Credibur, the Berlin-based infrastructure fintech developing operational control software for non-bank lenders and their capital partners, has achieved €2 billion in debt facility volume on its platform, just six months after exiting stealth mode and closing its pre-seed funding round.
This amount represents the structured debt portfolios connected to Credibur’s platform, which offers ongoing monitoring, independent verification, automated eligibility and covenant checks, and backup servicing for lenders in private credit markets.
This achievement is remarkable for its pace. The firm closed a $2.2 million (€1.85 million) pre-seed in July 2025, spearheaded by European fintech VC Redstone, with contributions from MS&AD Ventures, Canadian VC Inovia, and a group of fintech angels including Malte Rau (founder of Pliant), Estelle Merle and Charlotte Pallua (co-founders of Topi), and super angel Bjarke Klinge Staun.
Six months post-announcement, Credibur’s clients collectively manage €2 billion through its platform, covering areas such as consumer lending, leasing, invoice finance, and SME credit. Notable clients include diamond and gemstone marketplace Nivoda, fund manager Montold, and digital leasing provider Greenleaze.
The issue Credibur addresses has been neglected because it lacks appeal. European structured credit markets account for over €1.27 trillion in outstanding volume, as per AFME, with placed securitisation volumes rising 65% from 2023 to 2025.
However, the operational infrastructure for managing these portfolios hasn’t evolved. In many cases, once capital is committed, lenders lack the means to independently verify eligibility checks, reconcile cash flows against reported portfolios, or monitor covenant compliance in real-time.

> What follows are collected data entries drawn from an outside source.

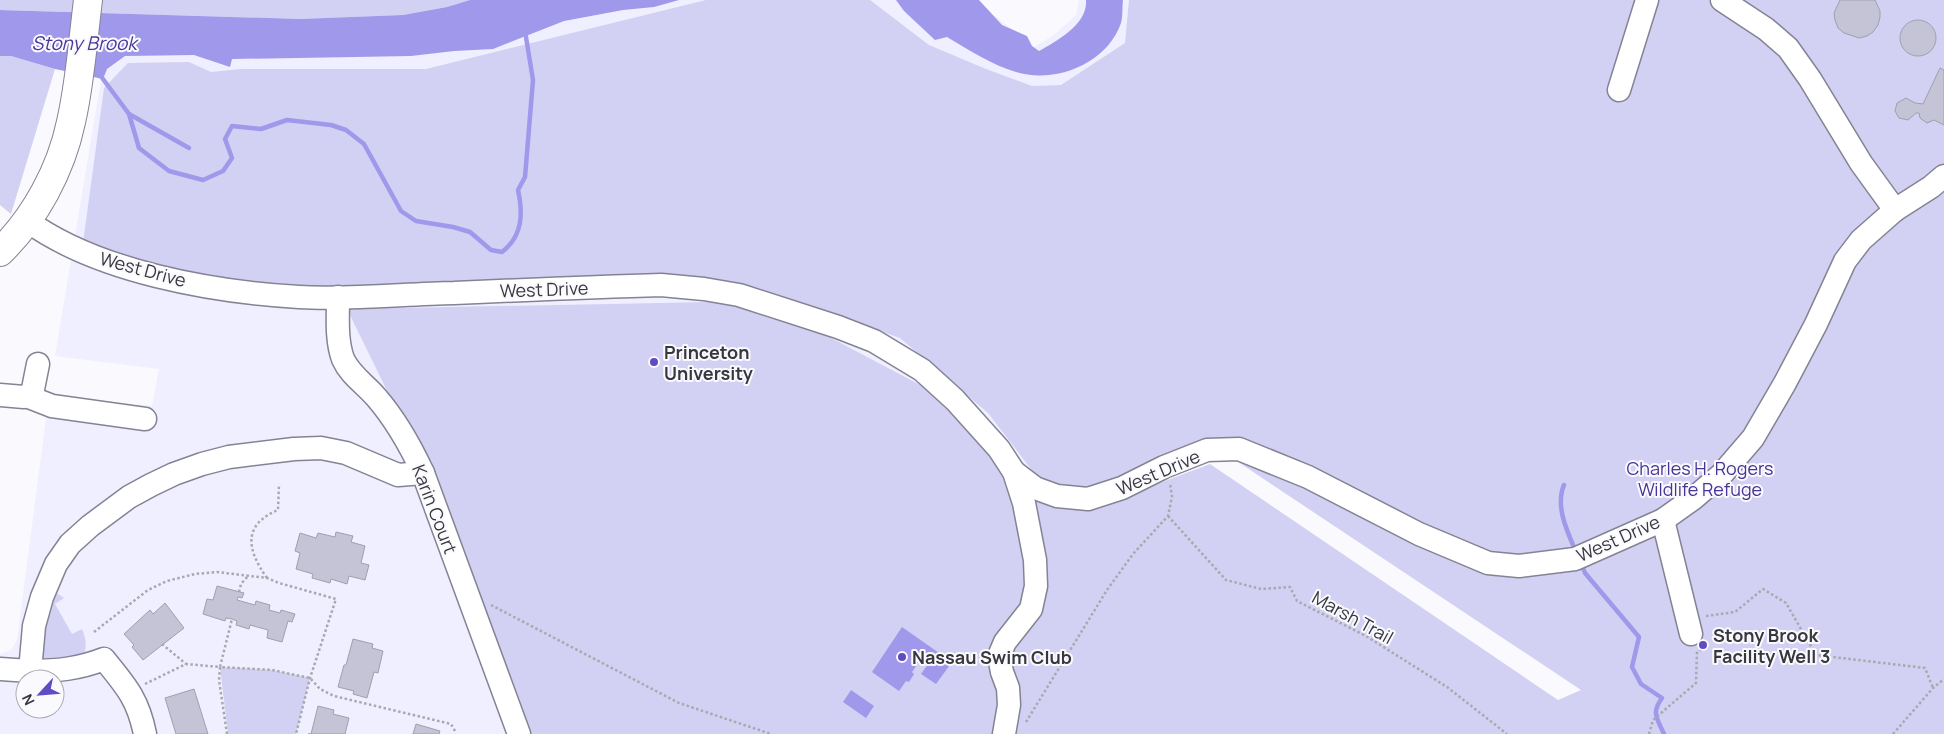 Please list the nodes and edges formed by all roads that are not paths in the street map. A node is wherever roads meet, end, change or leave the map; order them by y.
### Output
1 (88, 0) edge
2 (1648, 0) edge
3 (1722, 0) edge
4 (1619, 90) dead end
5 (1944, 176) edge
6 (1894, 210) junction
7 (26, 220) junction
8 (0, 252) edge
9 (338, 298) junction
10 (38, 364) dead end
11 (0, 395) edge
12 (29, 397) junction
13 (145, 419) dead end
14 (1014, 472) junction
15 (423, 473) junction
16 (1663, 520) junction
17 (1689, 626) road end
18 (0, 669) edge
19 (30, 669) edge
20 (15, 670) edge
21 (65, 670) edge
22 (1012, 730) edge
23 (145, 734) edge
24 (519, 734) edge

1 - 7 main road
2 - 4 street
3 - 6 street
5 - 6 street, West Drive
6 - 16 street, West Drive
7 - 8 main road
7 - 9 street, West Drive
9 - 14 street, West Drive
9 - 15 street, Karin Court
10 - 12 street
11 - 12 street
12 - 13 street
14 - 16 street, West Drive
14 - 22 street, West Drive
15 - 19 street
15 - 24 street, Karin Court
16 - 17 street
18 - 20 street
21 - 23 street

Errors and data quality problems go unnoticed until the next reporting period. Credibur swaps periodic reporting for continuous monitoring: the platform links directly to originators, servicers, and payment systems, reconciling data against actual cash flows on a near-daily basis.
Nicolas Kipp, Founder and CEO, previously co-founded embedded lending platform Banxware and was Chief Risk Officer at Ratepay before launching Credibur in late 2024.
His perspective on the opportunity is clear: non-bank lending has expanded more swiftly than the operational infrastructure supporting it. The €2 billion figure serves, in his view, as proof of the pre-existing demand.
Montold, a fund manager, is noted as Credibur’s initial partner to verify portfolio-level operations across multiple facilities simultaneously, illustrating the more complex use case the platform is intended to serve at scale.